Greenlanders to vote in historic election

​Election campaign posters are pictured on a street ahead of a March 11 general election in Nuuk, Greenland, March 9, 2025.
Election campaign posters are pictured on a street ahead of a March 11 general election in Nuuk, Greenland, March 9, 2025.
REUTERS/Marko Djurica

Greenlanders are heading to the polls on Tuesday.

Home to about 60,000 mostly Inuit-descended Greenlanders, the world’s largest island is a semi-autonomous region of Denmark. US President Donald Trump has recently amped up rhetoric about taking over Greenland, even telling Congress he would “get” the Arctic territory “one way or the other.”

Who’s in the race? The ruling faction in Greenland’s single-chamber Inatsisartut is the Inuit Ataqatigiit, a left-wing party that supports independence but opposes mining projects as a means of becoming less economically reliant on Denmark.

The IA is in a coalition with the center-left Siumut, which historically opposed independence. In a shift last month, the leader of Siumut – seen as more open to mining – pledged to hold an independence referendum.

The largest opposition party is the centrist pro-independence Naleraq.

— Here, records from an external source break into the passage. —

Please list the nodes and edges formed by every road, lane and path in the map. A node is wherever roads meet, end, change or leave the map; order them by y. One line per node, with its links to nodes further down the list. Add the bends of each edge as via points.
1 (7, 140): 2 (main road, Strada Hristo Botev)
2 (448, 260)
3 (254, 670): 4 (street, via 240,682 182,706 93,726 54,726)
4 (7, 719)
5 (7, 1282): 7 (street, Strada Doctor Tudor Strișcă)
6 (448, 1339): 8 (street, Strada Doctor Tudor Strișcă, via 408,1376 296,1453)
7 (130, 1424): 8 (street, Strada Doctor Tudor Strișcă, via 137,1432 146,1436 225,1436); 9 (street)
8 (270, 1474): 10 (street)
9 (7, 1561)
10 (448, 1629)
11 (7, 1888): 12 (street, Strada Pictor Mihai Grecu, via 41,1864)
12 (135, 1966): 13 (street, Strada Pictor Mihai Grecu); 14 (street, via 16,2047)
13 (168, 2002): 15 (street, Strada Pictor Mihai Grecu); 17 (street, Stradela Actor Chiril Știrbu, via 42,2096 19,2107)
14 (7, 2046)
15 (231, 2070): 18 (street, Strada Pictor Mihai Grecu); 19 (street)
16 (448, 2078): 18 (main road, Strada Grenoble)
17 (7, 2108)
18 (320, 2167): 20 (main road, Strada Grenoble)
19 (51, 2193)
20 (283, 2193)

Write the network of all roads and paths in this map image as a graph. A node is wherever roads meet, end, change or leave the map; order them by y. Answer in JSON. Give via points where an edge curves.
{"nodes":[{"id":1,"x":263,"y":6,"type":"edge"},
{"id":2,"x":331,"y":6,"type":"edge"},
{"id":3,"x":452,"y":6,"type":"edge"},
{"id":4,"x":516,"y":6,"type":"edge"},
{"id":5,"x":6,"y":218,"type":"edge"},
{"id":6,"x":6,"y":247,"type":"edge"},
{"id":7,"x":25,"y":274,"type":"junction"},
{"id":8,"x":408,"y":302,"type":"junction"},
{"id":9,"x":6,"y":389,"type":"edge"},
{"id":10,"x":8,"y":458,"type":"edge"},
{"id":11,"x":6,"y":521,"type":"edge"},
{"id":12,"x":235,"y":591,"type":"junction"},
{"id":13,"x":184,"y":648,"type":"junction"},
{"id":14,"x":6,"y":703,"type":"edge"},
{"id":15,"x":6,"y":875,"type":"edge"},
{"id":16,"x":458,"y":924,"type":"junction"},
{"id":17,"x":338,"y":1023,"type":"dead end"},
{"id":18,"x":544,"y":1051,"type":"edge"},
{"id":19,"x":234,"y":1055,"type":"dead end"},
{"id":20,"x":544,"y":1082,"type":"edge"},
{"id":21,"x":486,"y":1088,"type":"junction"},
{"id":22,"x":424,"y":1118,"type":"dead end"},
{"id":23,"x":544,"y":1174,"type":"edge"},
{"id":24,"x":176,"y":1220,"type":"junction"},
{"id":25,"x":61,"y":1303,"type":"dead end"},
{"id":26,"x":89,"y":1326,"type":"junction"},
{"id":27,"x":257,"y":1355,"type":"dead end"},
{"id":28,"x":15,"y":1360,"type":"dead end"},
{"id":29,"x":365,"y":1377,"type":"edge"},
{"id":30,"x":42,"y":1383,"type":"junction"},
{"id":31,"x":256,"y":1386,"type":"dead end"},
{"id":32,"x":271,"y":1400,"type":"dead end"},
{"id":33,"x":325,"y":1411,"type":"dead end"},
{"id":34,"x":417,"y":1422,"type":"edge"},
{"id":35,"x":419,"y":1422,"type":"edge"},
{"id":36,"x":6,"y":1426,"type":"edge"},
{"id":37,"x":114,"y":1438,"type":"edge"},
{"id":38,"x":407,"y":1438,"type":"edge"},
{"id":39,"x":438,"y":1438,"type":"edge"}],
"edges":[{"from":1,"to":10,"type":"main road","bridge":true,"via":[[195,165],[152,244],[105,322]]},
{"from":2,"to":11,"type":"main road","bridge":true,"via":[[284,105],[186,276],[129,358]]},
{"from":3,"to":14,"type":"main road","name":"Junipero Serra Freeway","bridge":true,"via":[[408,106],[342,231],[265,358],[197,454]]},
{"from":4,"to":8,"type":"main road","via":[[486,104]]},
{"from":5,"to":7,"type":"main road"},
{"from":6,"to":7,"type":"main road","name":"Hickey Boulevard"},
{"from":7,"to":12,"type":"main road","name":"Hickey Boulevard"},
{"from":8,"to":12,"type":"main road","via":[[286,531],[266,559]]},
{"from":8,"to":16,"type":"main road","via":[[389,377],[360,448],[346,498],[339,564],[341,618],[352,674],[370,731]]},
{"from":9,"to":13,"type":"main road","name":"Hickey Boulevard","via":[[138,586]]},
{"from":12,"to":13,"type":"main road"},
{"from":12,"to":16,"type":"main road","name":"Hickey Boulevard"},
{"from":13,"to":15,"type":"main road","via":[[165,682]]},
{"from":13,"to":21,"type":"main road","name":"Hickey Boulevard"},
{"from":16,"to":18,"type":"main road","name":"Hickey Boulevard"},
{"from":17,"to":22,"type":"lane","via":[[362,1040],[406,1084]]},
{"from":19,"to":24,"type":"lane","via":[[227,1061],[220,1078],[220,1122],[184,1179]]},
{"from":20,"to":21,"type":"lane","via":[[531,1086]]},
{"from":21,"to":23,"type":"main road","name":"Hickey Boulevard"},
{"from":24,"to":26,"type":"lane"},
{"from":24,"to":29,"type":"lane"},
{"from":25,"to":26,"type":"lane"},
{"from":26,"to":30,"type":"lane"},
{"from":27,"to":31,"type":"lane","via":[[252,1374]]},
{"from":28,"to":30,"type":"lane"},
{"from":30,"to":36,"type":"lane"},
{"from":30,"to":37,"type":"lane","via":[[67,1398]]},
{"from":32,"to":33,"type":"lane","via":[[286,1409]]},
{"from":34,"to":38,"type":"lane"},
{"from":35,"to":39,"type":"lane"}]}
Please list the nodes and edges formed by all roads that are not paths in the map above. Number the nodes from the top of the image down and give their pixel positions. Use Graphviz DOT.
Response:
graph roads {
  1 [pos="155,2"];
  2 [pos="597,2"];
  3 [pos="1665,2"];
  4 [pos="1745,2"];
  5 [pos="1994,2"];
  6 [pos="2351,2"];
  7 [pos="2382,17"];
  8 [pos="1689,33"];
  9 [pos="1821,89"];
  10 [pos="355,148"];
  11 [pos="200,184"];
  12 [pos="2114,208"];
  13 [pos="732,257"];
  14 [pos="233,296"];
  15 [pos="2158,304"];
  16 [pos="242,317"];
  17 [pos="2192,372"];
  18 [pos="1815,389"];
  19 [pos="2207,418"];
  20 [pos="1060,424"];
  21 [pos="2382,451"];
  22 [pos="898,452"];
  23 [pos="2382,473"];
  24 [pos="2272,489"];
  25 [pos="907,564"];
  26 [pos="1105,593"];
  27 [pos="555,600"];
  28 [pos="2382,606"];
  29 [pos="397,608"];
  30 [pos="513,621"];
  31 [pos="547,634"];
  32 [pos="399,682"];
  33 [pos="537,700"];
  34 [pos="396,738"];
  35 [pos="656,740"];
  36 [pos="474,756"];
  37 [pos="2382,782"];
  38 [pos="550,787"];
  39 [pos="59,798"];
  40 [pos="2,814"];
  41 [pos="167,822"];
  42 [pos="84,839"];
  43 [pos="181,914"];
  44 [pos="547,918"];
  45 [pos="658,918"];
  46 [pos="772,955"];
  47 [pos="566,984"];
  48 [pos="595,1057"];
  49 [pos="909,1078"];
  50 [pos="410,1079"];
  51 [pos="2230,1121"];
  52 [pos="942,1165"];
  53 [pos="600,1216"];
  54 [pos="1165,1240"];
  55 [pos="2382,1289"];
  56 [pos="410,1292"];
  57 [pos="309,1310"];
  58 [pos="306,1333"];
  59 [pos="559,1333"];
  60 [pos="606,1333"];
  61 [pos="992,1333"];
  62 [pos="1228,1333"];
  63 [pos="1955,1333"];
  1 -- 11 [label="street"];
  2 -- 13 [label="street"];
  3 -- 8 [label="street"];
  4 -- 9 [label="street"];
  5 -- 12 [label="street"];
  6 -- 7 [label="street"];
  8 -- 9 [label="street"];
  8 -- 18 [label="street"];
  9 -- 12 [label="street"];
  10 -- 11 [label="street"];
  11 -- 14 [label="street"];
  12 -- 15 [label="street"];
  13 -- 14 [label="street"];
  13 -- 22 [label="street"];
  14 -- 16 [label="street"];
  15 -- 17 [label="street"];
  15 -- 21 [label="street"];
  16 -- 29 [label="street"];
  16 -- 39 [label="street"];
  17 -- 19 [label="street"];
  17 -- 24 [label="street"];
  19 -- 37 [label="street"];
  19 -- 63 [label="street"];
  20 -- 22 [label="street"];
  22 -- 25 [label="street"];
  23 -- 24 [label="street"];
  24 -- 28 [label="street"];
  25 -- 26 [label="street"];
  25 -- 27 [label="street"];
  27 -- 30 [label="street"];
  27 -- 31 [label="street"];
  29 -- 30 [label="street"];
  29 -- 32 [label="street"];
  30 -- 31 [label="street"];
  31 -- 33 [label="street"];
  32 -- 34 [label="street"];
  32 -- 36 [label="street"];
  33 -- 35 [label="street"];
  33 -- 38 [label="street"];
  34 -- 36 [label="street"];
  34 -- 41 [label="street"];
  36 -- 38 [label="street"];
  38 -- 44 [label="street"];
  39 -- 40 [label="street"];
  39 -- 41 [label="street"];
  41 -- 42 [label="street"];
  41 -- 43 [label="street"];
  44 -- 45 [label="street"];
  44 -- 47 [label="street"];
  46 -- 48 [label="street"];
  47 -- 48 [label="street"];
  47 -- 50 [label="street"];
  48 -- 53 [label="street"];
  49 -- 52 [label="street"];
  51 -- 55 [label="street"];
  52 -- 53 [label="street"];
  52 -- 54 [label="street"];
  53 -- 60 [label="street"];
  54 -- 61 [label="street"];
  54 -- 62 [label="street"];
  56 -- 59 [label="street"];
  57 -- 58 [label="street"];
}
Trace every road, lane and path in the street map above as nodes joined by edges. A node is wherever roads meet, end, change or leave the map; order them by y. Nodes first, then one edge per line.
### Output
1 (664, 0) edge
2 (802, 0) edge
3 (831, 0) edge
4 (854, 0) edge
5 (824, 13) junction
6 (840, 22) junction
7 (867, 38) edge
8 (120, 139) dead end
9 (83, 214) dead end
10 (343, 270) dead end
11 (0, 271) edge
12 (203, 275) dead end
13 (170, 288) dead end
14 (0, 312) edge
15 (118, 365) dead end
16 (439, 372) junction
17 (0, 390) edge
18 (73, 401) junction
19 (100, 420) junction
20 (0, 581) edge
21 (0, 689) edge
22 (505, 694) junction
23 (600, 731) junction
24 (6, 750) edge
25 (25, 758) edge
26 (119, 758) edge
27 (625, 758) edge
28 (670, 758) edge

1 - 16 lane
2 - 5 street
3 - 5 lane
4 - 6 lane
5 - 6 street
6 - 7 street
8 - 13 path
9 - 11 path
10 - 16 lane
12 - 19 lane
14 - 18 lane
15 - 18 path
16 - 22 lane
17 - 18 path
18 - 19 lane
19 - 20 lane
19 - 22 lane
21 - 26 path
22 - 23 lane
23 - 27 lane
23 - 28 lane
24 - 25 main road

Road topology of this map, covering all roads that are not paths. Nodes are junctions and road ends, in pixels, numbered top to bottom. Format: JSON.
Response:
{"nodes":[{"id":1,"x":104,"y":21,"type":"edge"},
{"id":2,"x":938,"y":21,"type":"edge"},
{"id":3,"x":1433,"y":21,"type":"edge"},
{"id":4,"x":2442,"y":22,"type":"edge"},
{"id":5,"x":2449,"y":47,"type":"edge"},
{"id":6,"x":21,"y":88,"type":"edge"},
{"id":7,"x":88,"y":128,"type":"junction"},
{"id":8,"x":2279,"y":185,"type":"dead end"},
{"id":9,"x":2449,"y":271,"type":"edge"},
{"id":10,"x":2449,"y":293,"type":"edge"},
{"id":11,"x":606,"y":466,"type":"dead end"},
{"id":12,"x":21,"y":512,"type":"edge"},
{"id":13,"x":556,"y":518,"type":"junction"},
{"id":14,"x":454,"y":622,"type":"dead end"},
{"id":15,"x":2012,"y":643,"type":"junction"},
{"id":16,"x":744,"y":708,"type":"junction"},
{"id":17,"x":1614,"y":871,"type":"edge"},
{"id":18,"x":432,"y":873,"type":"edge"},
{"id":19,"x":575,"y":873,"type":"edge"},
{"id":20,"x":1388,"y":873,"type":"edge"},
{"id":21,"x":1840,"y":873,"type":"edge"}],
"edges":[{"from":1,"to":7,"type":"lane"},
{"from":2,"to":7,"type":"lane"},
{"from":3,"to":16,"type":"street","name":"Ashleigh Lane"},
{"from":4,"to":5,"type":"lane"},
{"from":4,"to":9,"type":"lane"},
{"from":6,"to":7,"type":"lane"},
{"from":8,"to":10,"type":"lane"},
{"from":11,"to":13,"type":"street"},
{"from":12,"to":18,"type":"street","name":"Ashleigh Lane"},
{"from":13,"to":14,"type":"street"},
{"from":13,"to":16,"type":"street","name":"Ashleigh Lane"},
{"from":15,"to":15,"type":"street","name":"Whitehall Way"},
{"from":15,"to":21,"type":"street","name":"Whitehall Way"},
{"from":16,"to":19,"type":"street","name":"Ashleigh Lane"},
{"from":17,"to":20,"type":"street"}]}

While there’s been scant public polling showing where each party stands, 56% of Greenlanders backed independence in a January survey, while 85% rejected the idea of joining the US.

Does that mean independence? Not automatically, but it’s trending that way.Prime Minister Múte B. Egede has also stepped up calls to break away from Denmark in recent months. A 2009 Danish law gives Greenland the right to unilaterally call an independence referendum.

What result would be good for Trump? No party is interested in joining the US, but Naleraq is more vocally open to closer ties with Washington.